↓

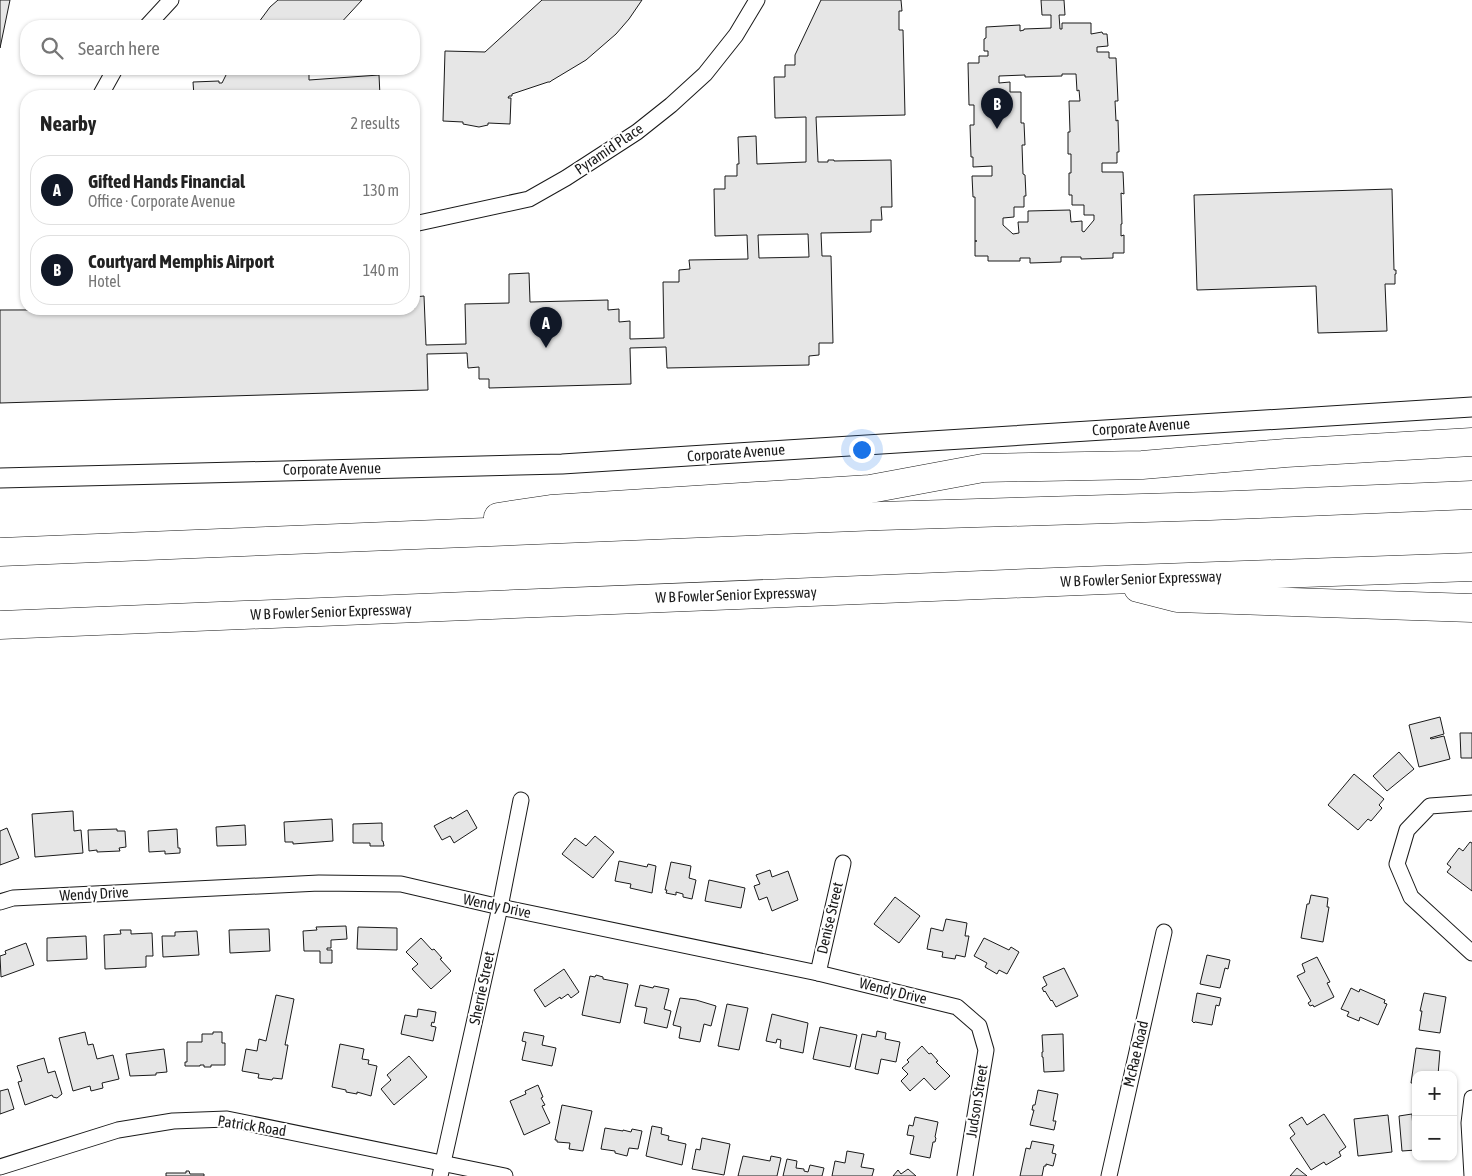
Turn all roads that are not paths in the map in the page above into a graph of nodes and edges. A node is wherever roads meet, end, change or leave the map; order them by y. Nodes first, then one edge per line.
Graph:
1 (171, 0) edge
2 (758, 0) edge
3 (153, 20) edge
4 (112, 75) edge
5 (103, 90) edge
6 (420, 223) edge
7 (1472, 407) edge
8 (1472, 442) edge
9 (0, 478) edge
10 (1472, 495) edge
11 (356, 538) junction
12 (0, 552) edge
13 (1472, 567) edge
14 (1105, 580) junction
15 (1472, 608) edge
16 (0, 625) edge
17 (521, 800) dead end
18 (1472, 803) edge
19 (843, 863) dead end
20 (0, 902) edge
21 (500, 907) junction
22 (1164, 932) dead end
23 (1472, 953) edge
24 (818, 973) junction
25 (979, 1026) joint
26 (1472, 1098) edge
27 (0, 1167) edge
28 (442, 1169) edge
29 (505, 1176) edge
30 (965, 1176) edge
31 (1109, 1176) edge
32 (1472, 1176) edge

1 - 3 street
2 - 6 street, Pyramid Place
4 - 5 street
7 - 9 street, Corporate Avenue
8 - 11 highway
10 - 11 highway
11 - 12 highway
13 - 14 highway, W B Fowler Senior Expressway
14 - 15 highway
14 - 16 highway, W B Fowler Senior Expressway
17 - 21 street, Sherrie Street
18 - 23 street
19 - 24 street, Denise Street
20 - 21 street, Wendy Drive
21 - 24 street, Wendy Drive
21 - 28 street, Sherrie Street
22 - 31 street, McRae Road
24 - 25 street, Wendy Drive
25 - 30 street, Judson Street
26 - 32 street
27 - 28 street, Patrick Road
28 - 29 street, Patrick Road

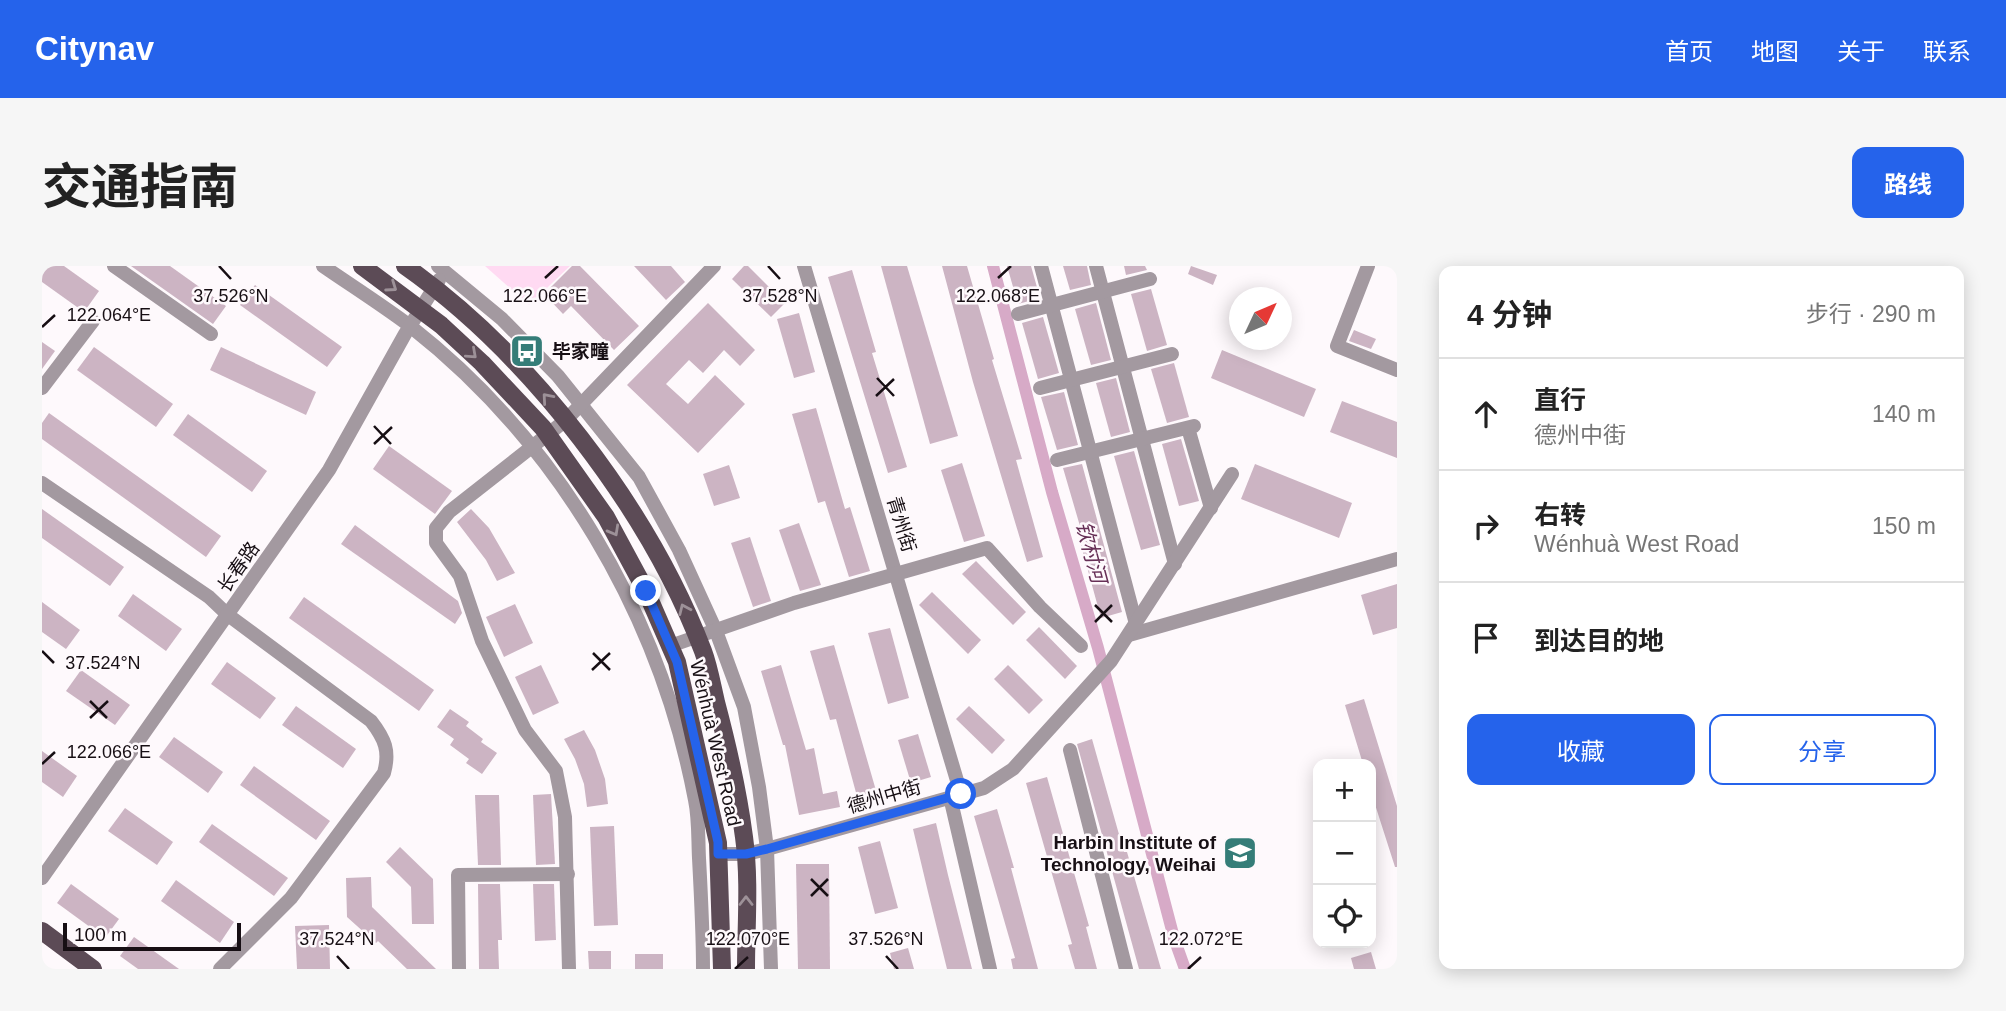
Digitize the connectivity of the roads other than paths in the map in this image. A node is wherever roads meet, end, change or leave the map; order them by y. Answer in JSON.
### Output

↑

TASK TO CARRY OUT: Set each line of the records down again exactly as it reads. Omit the pictures.

REPLY:
Turn all roads that are not paths in the map in the page above into a graph of nodes and edges. A node is wherever roads meet, end, change or leave the map; order them by y. Nodes first, then one edge per line.
Graph:
1 (171, 0) edge
2 (758, 0) edge
3 (153, 20) edge
4 (112, 75) edge
5 (103, 90) edge
6 (420, 223) edge
7 (1472, 407) edge
8 (1472, 442) edge
9 (0, 478) edge
10 (1472, 495) edge
11 (356, 538) junction
12 (0, 552) edge
13 (1472, 567) edge
14 (1105, 580) junction
15 (1472, 608) edge
16 (0, 625) edge
17 (521, 800) dead end
18 (1472, 803) edge
19 (843, 863) dead end
20 (0, 902) edge
21 (500, 907) junction
22 (1164, 932) dead end
23 (1472, 953) edge
24 (818, 973) junction
25 (979, 1026) joint
26 (1472, 1098) edge
27 (0, 1167) edge
28 (442, 1169) edge
29 (505, 1176) edge
30 (965, 1176) edge
31 (1109, 1176) edge
32 (1472, 1176) edge

1 - 3 street
2 - 6 street, Pyramid Place
4 - 5 street
7 - 9 street, Corporate Avenue
8 - 11 highway
10 - 11 highway
11 - 12 highway
13 - 14 highway, W B Fowler Senior Expressway
14 - 15 highway
14 - 16 highway, W B Fowler Senior Expressway
17 - 21 street, Sherrie Street
18 - 23 street
19 - 24 street, Denise Street
20 - 21 street, Wendy Drive
21 - 24 street, Wendy Drive
21 - 28 street, Sherrie Street
22 - 31 street, McRae Road
24 - 25 street, Wendy Drive
25 - 30 street, Judson Street
26 - 32 street
27 - 28 street, Patrick Road
28 - 29 street, Patrick Road

Digitize the connectivity of the roads other than paths in the map in this image. A node is wherever roads meet, end, change or leave the map; order them by y. Answer in JSON.
### Output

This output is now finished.